Продолжая разговор
Мы посмотрели режиссерскую работу Григория Добрыгина под названием «YouTube / в полиции» и решили поговорить с ним о работе со студентами, жанре found drama и, разумеется, о планах на будущее
С Григорием Добрыгиным можно говорить долго и на разные темы. К своим 29 годам он успел получить «Медведя» Берлинского кинофестиваля, поработать с европейскими режиссерами (Кевином МакДональдом, Семихом Капланоглу, Антоном Корбейном), а потом парой короткометражек доказать, что и сам может снимать кино не хуже. Перечисляя все, чем занимается Добрыгин, никак нельзя поставить в конце предложения точку, хотя бы потому, что останавливаться актер и режиссер не собирается. Вот и сейчас вместе со студентами ГИТИСа он репетирует и играет новый спектакль — свою вторую режиссерскую работу, получившую название «YouTube / в полиции» и жанровую характеристику found drama. Мы использовали это как повод, чтобы сходить на один из прогонов постановки, посмотреть на нашего старого знакомого, с которым мы встречались не раз, в роли режиссера-педагога и поговорить с ним о театре.
Это ведь уже вторая твоя работа в качестве театрального режиссера?

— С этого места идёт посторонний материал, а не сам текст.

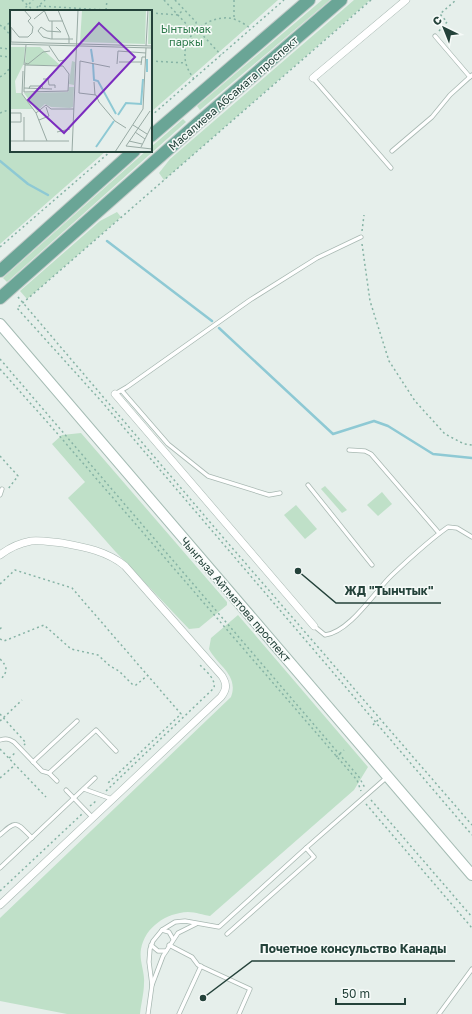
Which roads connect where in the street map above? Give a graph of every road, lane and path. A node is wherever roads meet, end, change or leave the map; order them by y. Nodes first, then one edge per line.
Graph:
1 (22, 0) edge
2 (33, 0) edge
3 (45, 0) edge
4 (107, 0) edge
5 (164, 0) edge
6 (175, 0) edge
7 (234, 0) edge
8 (284, 0) edge
9 (308, 0) edge
10 (341, 0) edge
11 (370, 0) edge
12 (406, 0) edge
13 (456, 0) edge
14 (28, 5) junction
15 (39, 6) junction
16 (184, 9) junction
17 (23, 10) edge
18 (32, 10) edge
19 (34, 10) edge
20 (106, 10) joint
21 (152, 13) edge
22 (178, 15) junction
23 (234, 19) junction
24 (10, 22) edge
25 (0, 25) edge
26 (4, 28) junction
27 (251, 29) junction
28 (197, 30) junction
29 (10, 32) edge
30 (435, 36) joint
31 (0, 48) edge
32 (10, 49) edge
33 (221, 55) junction
34 (0, 56) edge
35 (10, 57) edge
36 (152, 61) edge
37 (186, 63) junction
38 (10, 67) edge
39 (471, 76) edge
40 (0, 77) edge
41 (313, 78) joint
42 (194, 79) junction
43 (184, 107) junction
44 (10, 109) edge
45 (0, 113) edge
46 (152, 115) edge
47 (198, 123) junction
48 (152, 135) edge
49 (392, 151) dead end
50 (110, 152) edge
51 (133, 152) edge
52 (391, 168) dead end
53 (364, 215) dead end
54 (361, 237) junction
55 (0, 247) edge
56 (0, 271) edge
57 (16, 294) dead end
58 (0, 298) edge
59 (23, 302) junction
60 (0, 324) edge
61 (0, 359) edge
62 (0, 369) edge
63 (118, 392) junction
64 (472, 445) edge
65 (349, 450) dead end
66 (0, 456) edge
67 (308, 485) dead end
68 (2, 488) dead end
69 (280, 493) dead end
70 (2, 495) edge
71 (439, 533) junction
72 (472, 537) edge
73 (0, 555) edge
74 (372, 565) dead end
75 (0, 584) edge
76 (314, 626) joint
77 (0, 639) edge
78 (0, 658) edge
79 (198, 662) dead end
80 (148, 675) junction
81 (0, 680) edge
82 (22, 700) dead end
83 (0, 714) edge
84 (4, 718) junction
85 (380, 719) junction
86 (0, 721) edge
87 (77, 722) dead end
88 (376, 722) junction
89 (373, 725) dead end
90 (0, 740) edge
91 (26, 743) dead end
92 (0, 749) edge
93 (344, 750) dead end
94 (116, 751) dead end
95 (340, 754) junction
96 (336, 757) junction
97 (33, 762) junction
98 (15, 765) junction
99 (49, 773) junction
100 (388, 777) junction
101 (0, 778) edge
102 (95, 778) dead end
103 (57, 781) dead end
104 (108, 783) dead end
105 (84, 789) junction
106 (66, 790) dead end
107 (367, 794) junction
108 (102, 795) junction
109 (46, 797) dead end
110 (74, 798) junction
111 (363, 798) junction
112 (112, 799) junction
113 (86, 810) junction
114 (92, 817) junction
115 (472, 825) edge
116 (0, 835) edge
117 (472, 835) edge
118 (32, 838) junction
119 (306, 848) junction
120 (0, 868) edge
121 (472, 875) edge
122 (0, 891) edge
123 (0, 905) edge
124 (472, 916) edge
125 (196, 924) junction
126 (472, 928) edge
127 (162, 930) junction
128 (226, 934) dead end
129 (173, 939) junction
130 (151, 945) junction
131 (169, 945) junction
132 (166, 951) junction
133 (201, 966) junction
134 (472, 969) edge
135 (152, 985) junction
136 (148, 1014) edge
137 (179, 1014) edge
138 (239, 1014) edge
139 (439, 1014) edge

1 - 14 path
2 - 14 path
3 - 15 path
4 - 20 path
5 - 22 path
6 - 16 path
7 - 23 path
8 - 27 path
9 - 43 main road, Масалиева Абсамата проспект
10 - 47 main road, Масалиева Абсамата проспект
11 - 59 path
12 - 41 street
13 - 30 path
14 - 17 path
14 - 18 path
15 - 19 path
15 - 20 path
16 - 22 path
16 - 28 path
21 - 22 path
22 - 28 path
23 - 27 path
23 - 28 path
24 - 26 path
25 - 26 path
26 - 29 path
27 - 33 path
28 - 33 path
28 - 37 path
30 - 39 lane
31 - 32 path
33 - 42 path
34 - 35 path
36 - 37 path
37 - 42 path
38 - 40 path
39 - 49 lane
41 - 52 lane
42 - 46 path
43 - 47 main road
43 - 48 main road, Масалиева Абсамата проспект
44 - 45 path
47 - 58 main road, Масалиева Абсамата проспект
50 - 55 path
51 - 56 main road
53 - 54 path
54 - 63 lane
54 - 64 path
57 - 59 path
59 - 85 path
59 - 88 path
60 - 100 main road, Чынгыза Айтматова проспект
61 - 95 path
62 - 96 path
63 - 69 lane
63 - 76 street
65 - 71 lane
66 - 70 path
67 - 74 lane
68 - 70 lane
71 - 72 lane
71 - 76 lane
73 - 112 street
75 - 80 path
77 - 80 path
78 - 81 path
79 - 108 path
80 - 104 path
82 - 84 path
83 - 84 path
84 - 86 path
84 - 91 path
85 - 88 path
85 - 115 path
87 - 97 lane
88 - 89 path
88 - 117 path
90 - 97 lane
92 - 98 path
93 - 95 path
94 - 99 lane
95 - 96 path
95 - 107 path
96 - 111 path
97 - 99 lane
98 - 101 path
98 - 109 path
99 - 103 lane
100 - 107 lane
100 - 121 main road, Чынгыза Айтматова проспект
102 - 105 lane
105 - 108 lane
105 - 110 lane
106 - 110 lane
107 - 111 lane
107 - 124 path
108 - 112 lane
108 - 113 path
110 - 113 lane
110 - 118 lane
111 - 119 lane
111 - 126 path
112 - 114 street
113 - 114 lane
113 - 122 path
114 - 123 street
116 - 118 lane
118 - 120 lane
119 - 125 lane
119 - 128 lane
125 - 127 lane
125 - 129 lane
127 - 129 lane
127 - 130 lane
129 - 131 lane
130 - 132 lane
130 - 135 lane
131 - 132 lane
131 - 133 lane
132 - 135 lane
133 - 137 lane
133 - 138 lane
134 - 139 lane
135 - 136 lane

Да. Мой первый режиссерский опыт — спектакль «Лакейская» — тоже вырос из студенческой работы. Дело было на третьем курсе (тогда я, уже окончив актерский, учился на режиссерском факультете ГИТИСа), был семестр Гоголя. И вот я все лето читал Гоголя и остановился на такой небольшой вещи, как «Лакейская». Мы репетировали не на основной площадке, а в раздевалке, прямо в шкафу, а после пожара, который случился в ГИТИСе, переехали в театр имени Маяковского; худрук Миндаугас Карбаускис заинтересовался постановкой. Спустя год сыграли премьеру, и вот уже третий сезон спектакль значится в репертуаре театра. Только если в случае с «Лакейской» я работал с однокурсниками, то в новой работе играют нынешние второкурсники — студенты мастерской Олега Львовича Кудряшова, у которого учился и я. Придя к ним на первом курсе как педагог, посмотрев их показы-наблюдения, я понял, что это уже новое поколение с абсолютно другим восприятием действительности. Я говорю «поколение», потому что у нас с ними разница в десять лет и отличия на самом деле существуют.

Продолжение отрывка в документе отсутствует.